I’m sure there are many definitions for love out there, and I like to spend my time just as much as the next person contemplating what it is and isn’t, plucking petals off flowers while wondering if they love me, or love me not. Love can be an emotion, an action, a manifestation. It takes physical or aural form in a painting or in a song. It’s in the way your partner wordlessly makes coffee for you every morning or kisses your cheek. It can be in a glance between strangers on a crowded subway. We love talking about love, and that fascination isn’t something that’s going away anytime soon.
There are so many cliched definitions for the L-word, and I have to say that this one just never sat well with me.
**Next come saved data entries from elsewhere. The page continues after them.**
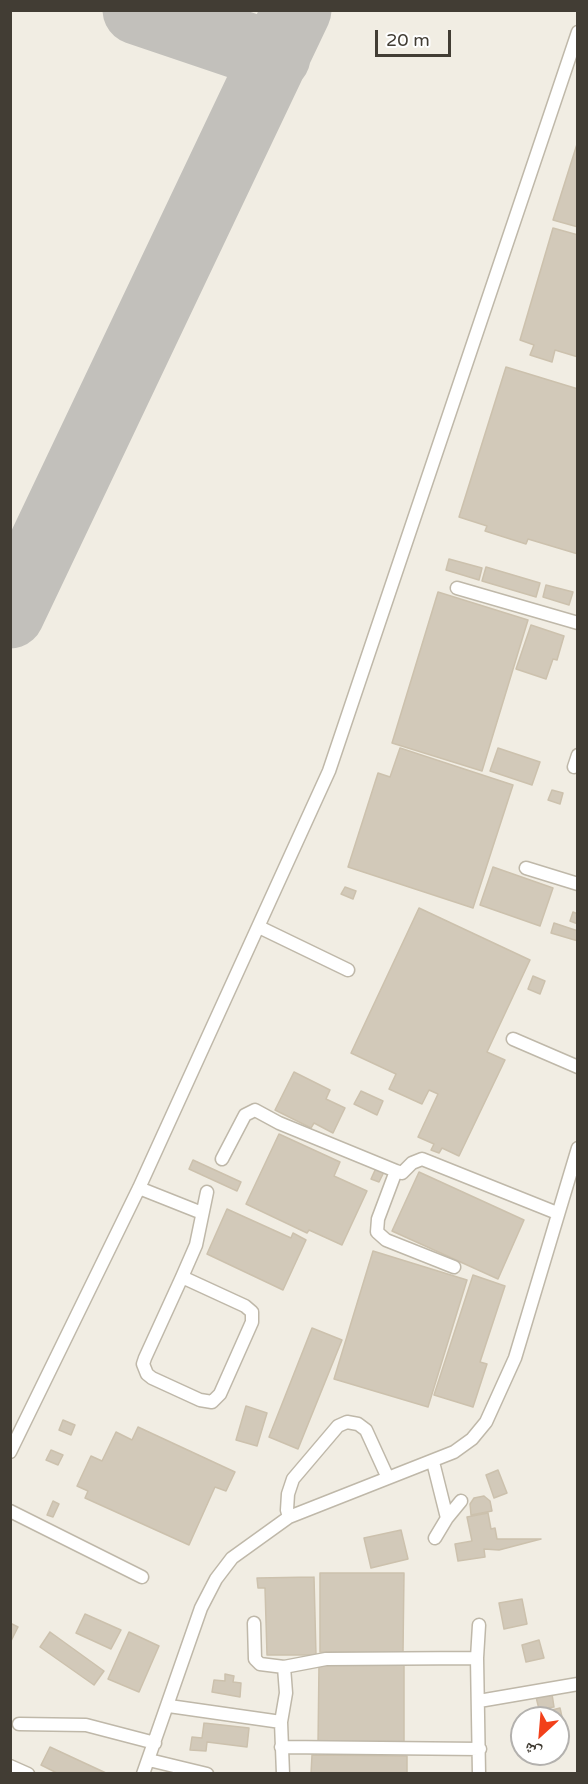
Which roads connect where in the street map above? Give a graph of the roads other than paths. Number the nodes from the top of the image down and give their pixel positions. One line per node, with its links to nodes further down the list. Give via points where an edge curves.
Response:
1 (578, 32): 6 (lane, via 344,732)
2 (457, 588): 3 (lane)
3 (578, 623)
4 (526, 868): 5 (lane)
5 (578, 884)
6 (259, 927): 7 (lane); 13 (lane)
7 (348, 970)
8 (513, 1039): 9 (lane)
9 (578, 1067)
10 (578, 1148): 16 (lane)
11 (222, 1159): 12 (lane, via 245,1115 255,1110)
12 (396, 1171): 16 (lane, via 402,1173 422,1159); 17 (lane, via 377,1232 386,1240)
13 (139, 1188): 15 (lane); 19 (lane)
14 (207, 1192): 15 (lane)
15 (202, 1213): 18 (lane, via 200,1235)
16 (557, 1213): 20 (lane, via 515,1358 486,1422 454,1452)
17 (454, 1267)
18 (182, 1276): 18 (lane, via 145,1358 144,1369 152,1378 212,1402 252,1322 252,1312)
19 (10, 1452)
20 (433, 1462): 21 (lane); 25 (lane)
21 (387, 1476): 24 (lane); 24 (lane, via 366,1430 347,1422 338,1426 293,1479 288,1494)
22 (461, 1501): 25 (lane)
23 (10, 1511): 27 (lane)
24 (289, 1517): 34 (lane, via 232,1558 216,1579 201,1608)
25 (447, 1518): 26 (lane)
26 (435, 1538)
27 (142, 1577)
28 (254, 1623): 31 (lane, via 257,1662)
29 (480, 1625): 30 (lane)
30 (477, 1658): 31 (lane, via 326,1659); 33 (lane)
31 (284, 1667): 35 (lane, via 286,1693)
32 (578, 1684): 33 (lane)
33 (479, 1701): 39 (lane)
34 (169, 1706): 35 (lane); 37 (lane)
35 (281, 1722): 38 (lane)
36 (19, 1724): 37 (lane, via 86,1725)
37 (155, 1743): 40 (lane)
38 (281, 1747): 39 (lane); 45 (lane)
39 (480, 1749): 46 (lane)
40 (149, 1760): 43 (lane); 44 (lane)
41 (10, 1766): 42 (lane)
42 (28, 1773)
43 (143, 1773)
44 (207, 1773)
45 (283, 1773)
46 (479, 1773)

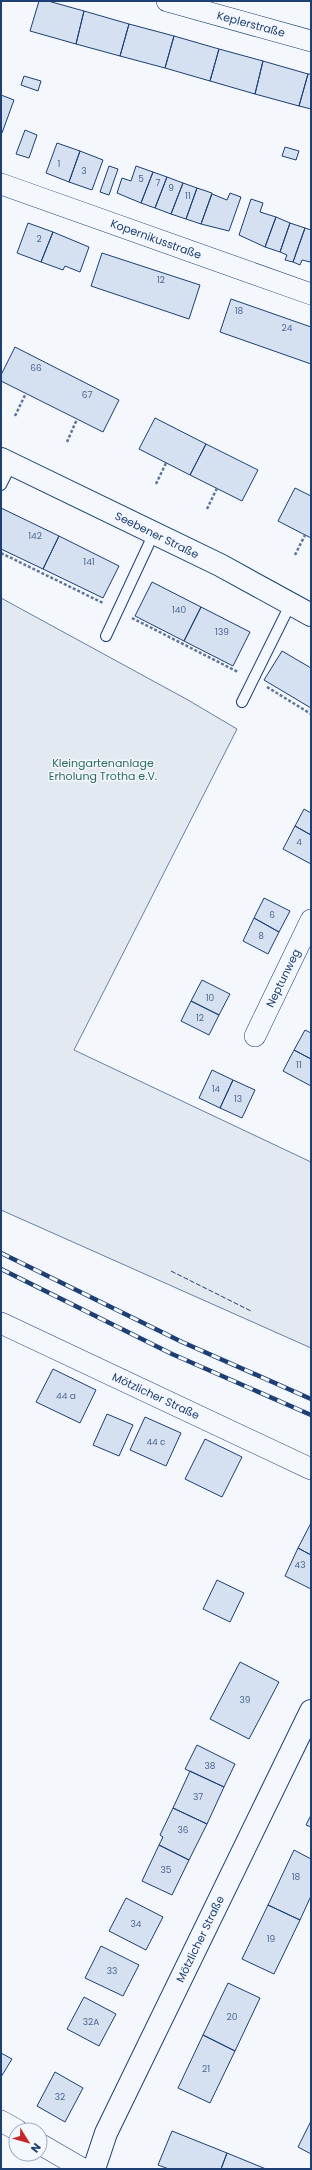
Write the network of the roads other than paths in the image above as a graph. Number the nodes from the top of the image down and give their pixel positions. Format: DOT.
graph roads {
  1 [pos="167,1"];
  2 [pos="311,41"];
  3 [pos="1,184"];
  4 [pos="311,294"];
  5 [pos="6,462"];
  6 [pos="1,484"];
  7 [pos="154,533"];
  8 [pos="291,603"];
  9 [pos="311,614"];
  10 [pos="106,636"];
  11 [pos="242,702"];
  12 [pos="311,920"];
  13 [pos="255,1036"];
  14 [pos="1,1323"];
  15 [pos="311,1469"];
  16 [pos="311,1711"];
  17 [pos="48,2149"];
  18 [pos="83,2169"];
  19 [pos="94,2169"];
  1 -- 2 [label="street, Keplerstraße"];
  3 -- 4 [label="street, Kopernikusstraße"];
  5 -- 6 [label="lane"];
  5 -- 7 [label="street, Seebener Straße"];
  7 -- 8 [label="street, Seebener Straße"];
  7 -- 10 [label="lane"];
  8 -- 9 [label="street, Seebener Straße"];
  8 -- 11 [label="lane"];
  12 -- 13 [label="street, Neptunweg"];
  14 -- 15 [label="street, Mötzlicher Straße"];
  16 -- 19 [label="street, Mötzlicher Straße"];
  17 -- 18 [label="street"];
}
Particularly in the romantic sense, putting someone’s needs above your own, consistently, is just a recipe for resentment. It sounds like an invitation to tally up the number of times you decided to put your partner’s desires and requests over your own, and then use that compiled list as justification for bad behavior whenever you two get into an argument. Or, you end up using that list as leverage when asking them to help you out as a favor.
I can see this phrase working in the context of parents sacrificing their all to make sure their child does well in the big bad world, but even in that situation there are caveats. “I fed you and clothed you so you need to become a doctor!”-esque sentiments are probably tried and true among many families. You can probably imagine the family dynamic isn’t that great.
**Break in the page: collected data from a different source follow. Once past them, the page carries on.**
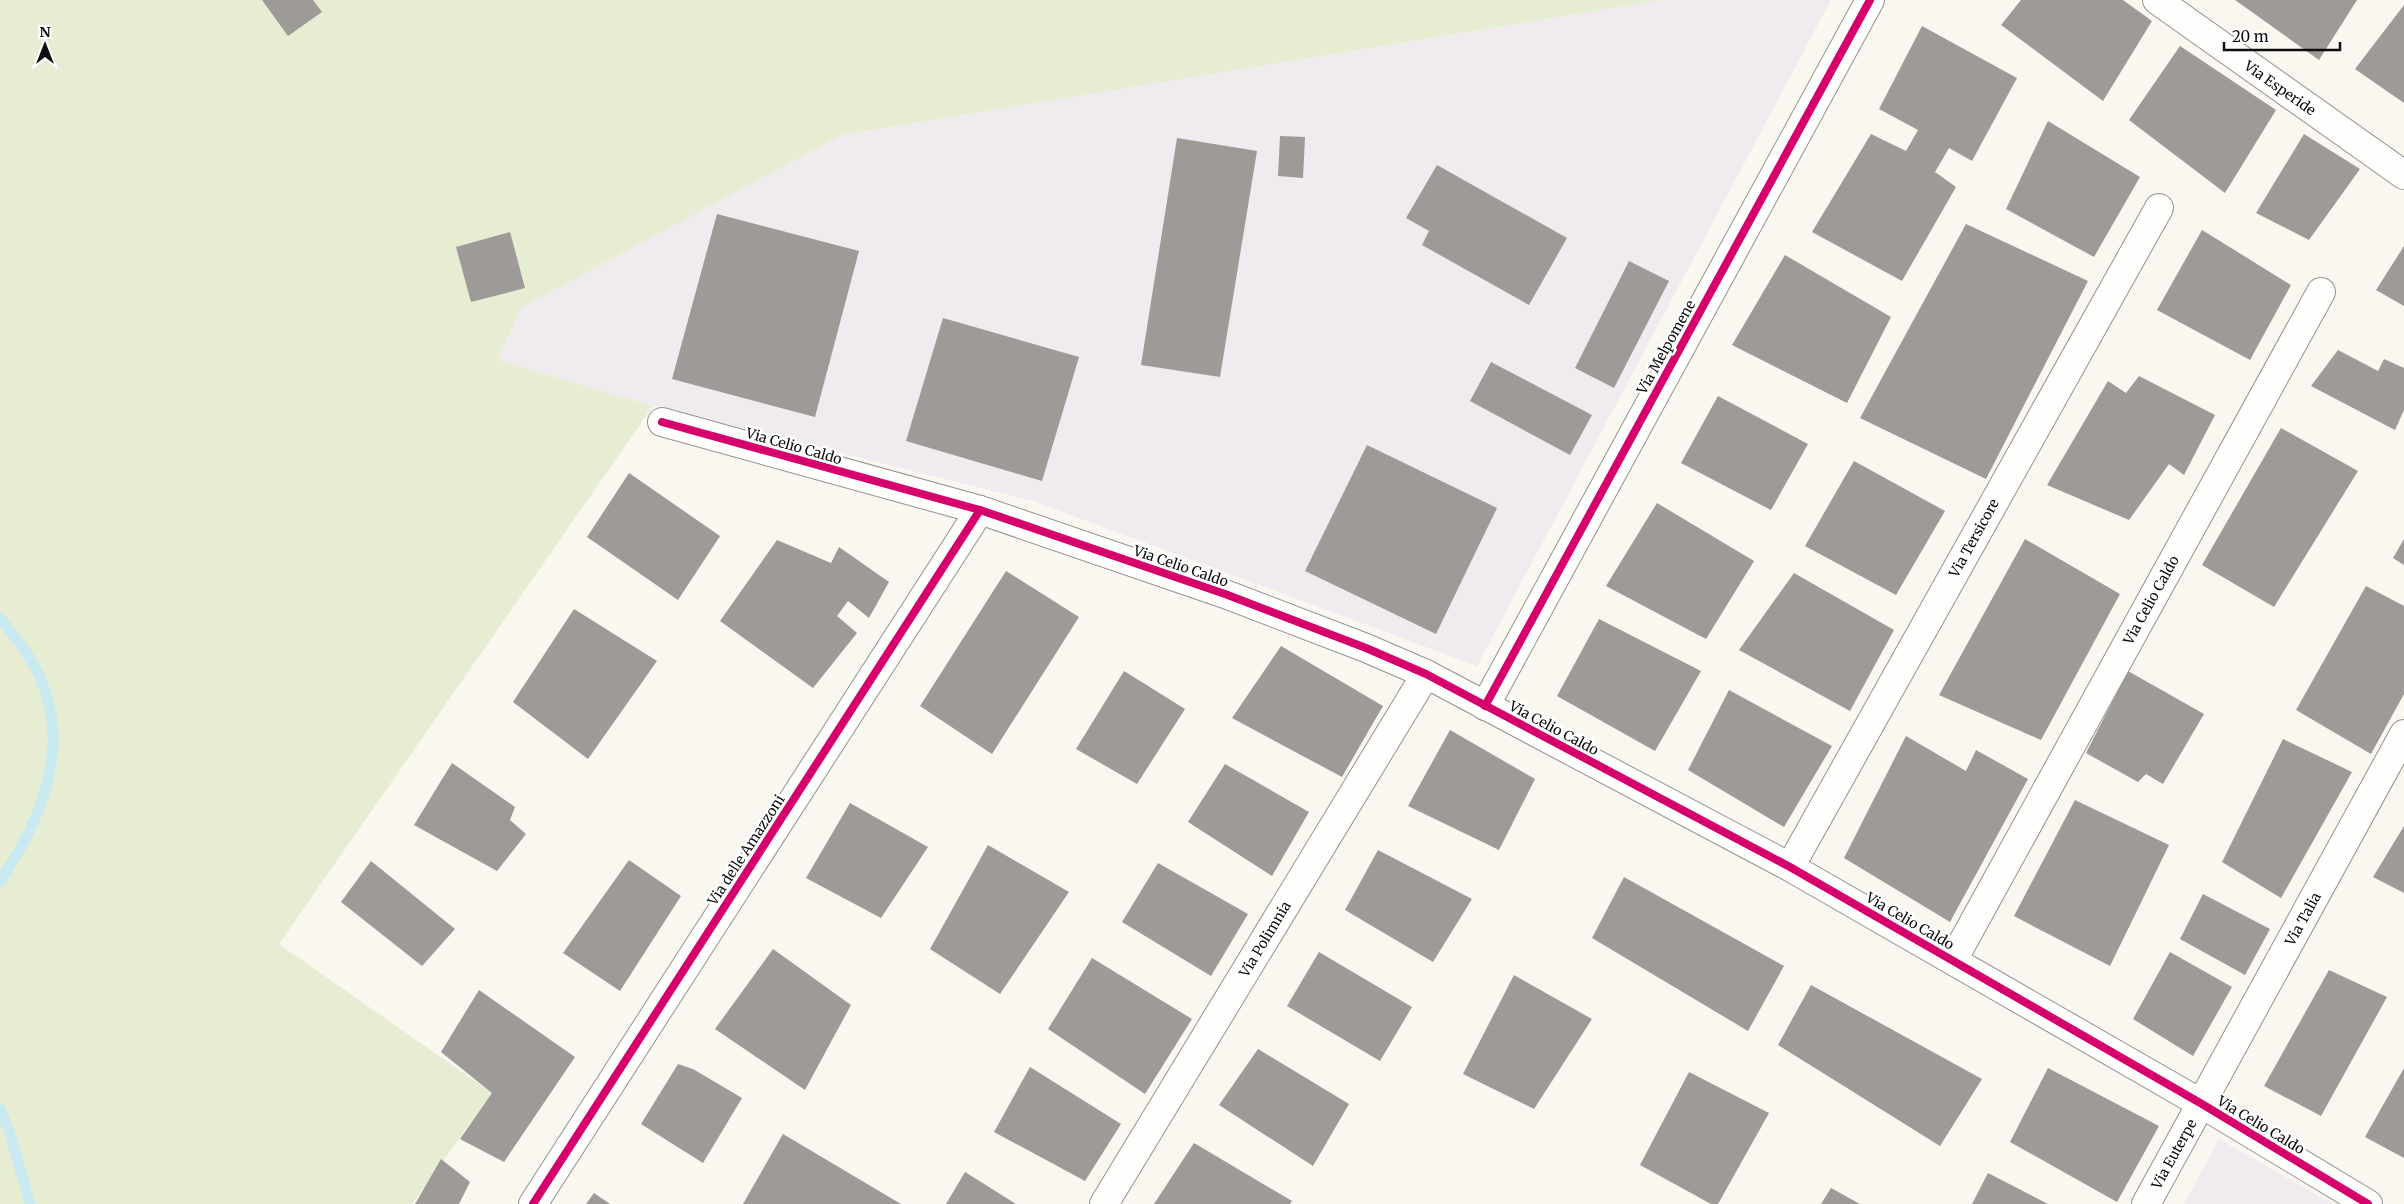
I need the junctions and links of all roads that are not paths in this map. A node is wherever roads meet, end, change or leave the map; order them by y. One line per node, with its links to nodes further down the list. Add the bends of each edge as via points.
1 (1870, 0): 9 (street, Via Melpomene)
2 (2157, 0): 3 (street, Via Esperide)
3 (2404, 175)
4 (2159, 208): 11 (street, Via Tersicore)
5 (2320, 292): 12 (street, Via Celio Caldo)
6 (662, 422): 7 (street, Via Celio Caldo)
7 (980, 510): 8 (street, Via Celio Caldo, via 1225,594); 14 (street, Via delle Amazzoni)
8 (1426, 674): 9 (street, Via Celio Caldo); 15 (street, Via Polimnia)
9 (1485, 706): 11 (street, Via Celio Caldo)
10 (2404, 734): 13 (street, Via Talia)
11 (1790, 867): 12 (street, Via Celio Caldo)
12 (1953, 960): 13 (street, Via Celio Caldo)
13 (2202, 1104): 16 (street, Via Euterpe); 17 (street, Via Celio Caldo)
14 (533, 1204)
15 (1104, 1204)
16 (2146, 1204)
17 (2368, 1204)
Personality Type: The Chill
There are those out there who will never lift their finger to do something beyond any task required of them. They can very well fulfill a task and do it well, but to think of next steps is something that doesn’t happen. I’ve done what I’m supposed to do, they think. What’s the point in doing more?
These personality types get along with others marvelously because of they do not overthink and their easygoing nature gets them bonus points. On the other hand, they will most likely not place someone else’s needs above their own without eventually seeing it as an impediment to their own comfort.
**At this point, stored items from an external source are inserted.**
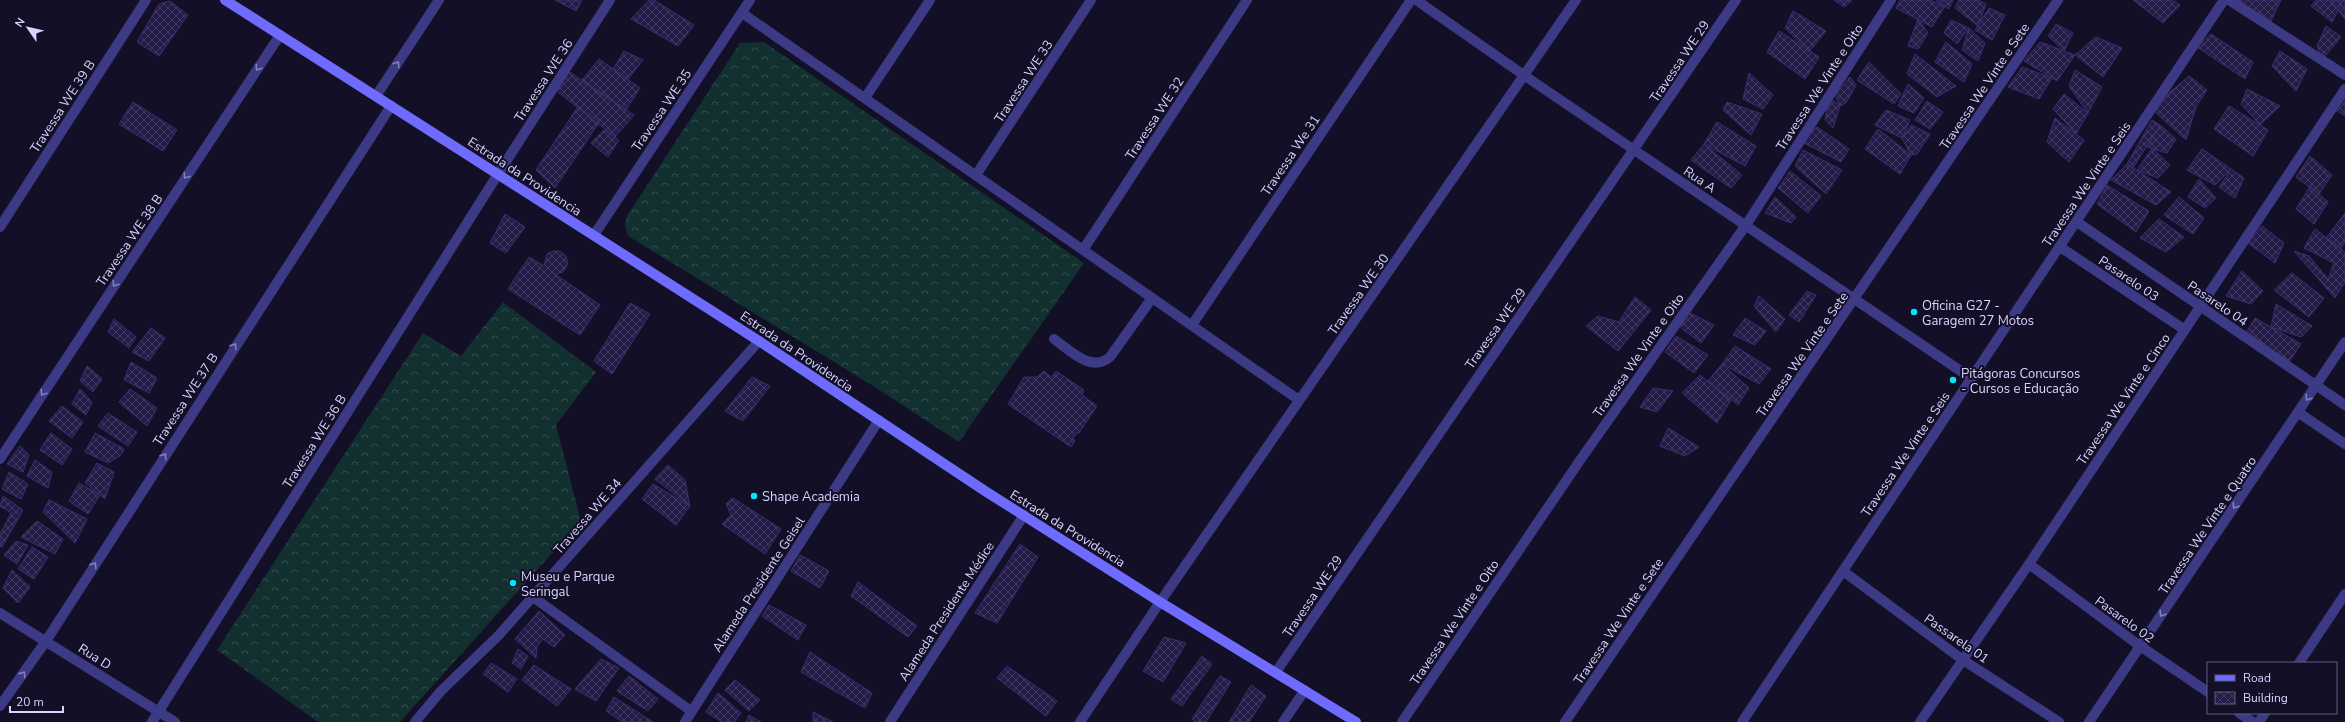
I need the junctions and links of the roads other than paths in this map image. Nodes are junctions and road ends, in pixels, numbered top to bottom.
1 (146, 0) edge
2 (225, 0) edge
3 (439, 0) edge
4 (610, 0) edge
5 (750, 0) edge
6 (930, 0) edge
7 (1091, 0) edge
8 (1247, 0) edge
9 (1411, 0) edge
10 (1416, 0) edge
11 (1576, 0) edge
12 (1736, 0) edge
13 (1891, 0) edge
14 (2058, 0) edge
15 (2224, 0) edge
16 (2229, 0) edge
17 (742, 13) junction
18 (280, 35) junction
19 (2345, 75) edge
20 (1525, 76) junction
21 (2345, 89) edge
22 (376, 96) junction
23 (865, 98) junction
24 (390, 106) junction
25 (1634, 150) junction
26 (498, 174) junction
27 (976, 175) junction
28 (2077, 222) junction
29 (1746, 225) junction
30 (0, 227) edge
31 (594, 235) junction
32 (2060, 247) junction
33 (1083, 250) junction
34 (1152, 298) junction
35 (1855, 300) junction
36 (2200, 307) junction
37 (1192, 325) junction
38 (2185, 330) junction
39 (1054, 339) dead end
40 (759, 341) junction
41 (2345, 342) edge
42 (1971, 378) junction
43 (2317, 385) junction
44 (1300, 400) junction
45 (2345, 405) edge
46 (2299, 413) junction
47 (879, 420) junction
48 (2345, 444) edge
49 (0, 460) edge
50 (1024, 515) junction
51 (2029, 564) junction
52 (1843, 571) junction
53 (2345, 594) edge
54 (533, 597) junction
55 (1160, 602) junction
56 (0, 613) edge
57 (46, 641) junction
58 (2140, 646) junction
59 (1963, 660) junction
60 (2300, 662) edge
61 (1276, 672) junction
62 (1305, 690) junction
63 (2207, 691) edge
64 (0, 706) edge
65 (159, 711) junction
66 (691, 711) junction
67 (2240, 714) edge
68 (152, 722) edge
69 (175, 722) edge
70 (415, 722) edge
71 (685, 722) edge
72 (890, 722) edge
73 (1080, 722) edge
74 (1283, 722) edge
75 (1356, 722) edge
76 (1402, 722) edge
77 (1565, 722) edge
78 (1742, 722) edge
79 (1920, 722) edge
80 (2059, 722) edge
81 (2089, 722) edge
82 (2252, 722) edge

1 - 30 street, Travessa WE 39 B
2 - 18 main road, Estrada da Providencia
22 -> 3 street
4 - 26 street, Travessa WE 36
5 - 17 street, Travessa WE 35
6 - 23 street
7 - 27 street, Travessa WE 33
8 - 33 street, Travessa WE 32
9 - 37 street, Travessa We 31
10 - 20 street, Rua A
11 - 20 street, Travessa WE 30
12 - 25 street, Travessa WE 29
13 - 29 street, Travessa We Vinte e Oito
14 - 35 street, Travessa We Vinte e Sete
15 - 28 street, Travessa We Vinte e Seis
16 - 19 street
17 - 23 street
17 - 31 street, Travessa WE 35
18 - 22 main road, Estrada da Providencia
18 -> 49 street, Travessa WE 38 B
20 - 25 street, Rua A
20 - 44 street, Travessa WE 30
21 - 36 street, Travessa We Vinte e Cinco
22 - 24 main road, Estrada da Providencia
23 - 27 street
24 - 26 main road, Estrada da Providencia
57 -> 24 street, Travessa WE 37 B
25 - 29 street, Rua A
25 - 61 street, Travessa WE 29
26 - 31 main road, Estrada da Providencia
26 - 65 street, Travessa WE 36 B
27 - 33 street
28 - 32 street, Travessa We Vinte e Seis
28 - 36 street, Pasarelo 04
29 - 35 street, Rua A
29 - 76 street, Travessa We Vinte e Oito
31 - 40 main road, Estrada da Providencia
32 - 38 street, Pasarelo 03
32 - 42 street, Travessa We Vinte e Seis
33 - 34 street
34 - 37 street
34 - 39 street
35 - 42 street, Rua A
35 - 77 street, Travessa We Vinte e Sete
36 - 38 street, Travessa We Vinte e Cinco
36 - 43 street, Pasarelo 04
37 - 44 street
38 - 51 street, Travessa We Vinte e Cinco
40 - 47 main road, Estrada da Providencia
40 - 54 street, Travessa WE 34
41 - 43 street, Travessa We Vinte e Quatro
42 - 52 street, Travessa We Vinte e Seis
43 - 45 street, Pasarelo 04
43 -> 46 street, Travessa We Vinte e Quatro
44 - 55 street, Travessa WE 30
46 - 48 street
46 -> 58 street, Travessa We Vinte e Quatro
47 - 50 main road, Estrada da Providencia
47 - 66 street, Alameda Presidente Geisel
50 - 55 main road, Estrada da Providencia
50 - 72 street, Alameda Presidente Médice
51 - 58 street, Pasarelo 02
51 - 59 street, Travessa We Vinte e Cinco
52 - 59 street, Passarela 01
52 - 78 street, Travessa We Vinte e Seis
53 - 60 street
54 - 66 street
54 - 70 street, Travessa WE 34
55 - 61 main road, Estrada da Providencia
55 - 73 street, Travessa WE 30
56 - 57 street, Rua D
64 -> 57 street, Travessa WE 37 B
57 - 65 street, Rua D
58 - 63 street, Pasarelo 02
58 - 81 street, Travessa We Vinte e Quatro
59 - 79 street, Travessa We Vinte e Cinco
59 - 80 street, Passarela 01
61 - 62 main road, Estrada da Providencia
62 - 74 street
62 - 75 main road, Estrada da Providencia
65 - 68 street, Travessa WE 36 B
65 - 69 street, Rua D
66 - 71 street, Alameda Presidente Geisel
67 - 82 street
Personality Type: The No-Chill
And then there are those who will read between the lines, think of any ulterior motives, assess all possible outcomes, and worry about the results. They fret about first impressions and will reorganize their wardrobe twice before coming to the conclusion that black, rather than white socks are more appropriate simply because they are newer, completely ignore the fact that no one will probably see them anyways.
They will do more partly because they want to, but partially because there’s an unspoken rule they’ve made up for themselves that obliges them to do it. It’s almost a compulsion — they can’t help it. If they don’t go above and beyond then somehow they’ve failed. But in putting someone else’s needs above their own, they eventually burn out and are left frustrated at the other person and also their own selves.
So what’s your point?
If someone needs something and you immediately provide assistance without them acknowledging your help afterwards, then neither party truly benefits from the exchange.
Prioritizing another person’s wants and needs is simply another way of expressing love. It’s important to be aware, though, that’s it’s not a one-size-fits-all. Not everyone has to notice your selfless actions, but if it’s not the right people who do, you might end up feeling even worse than before you began. Doing good is supposed to feel good. So to my no-chill: realize that you don’t have to do more than what’s asked sometimes. And to my too-chill: putting in a little more goes a long way.
Putting another’s needs above your own is not love if they don’t appreciate your sacrifice. It only works if their needs become a part of your own or even better: if they’re shared. Needs and wants and dreams, all bundled together, nestled between your two hearts.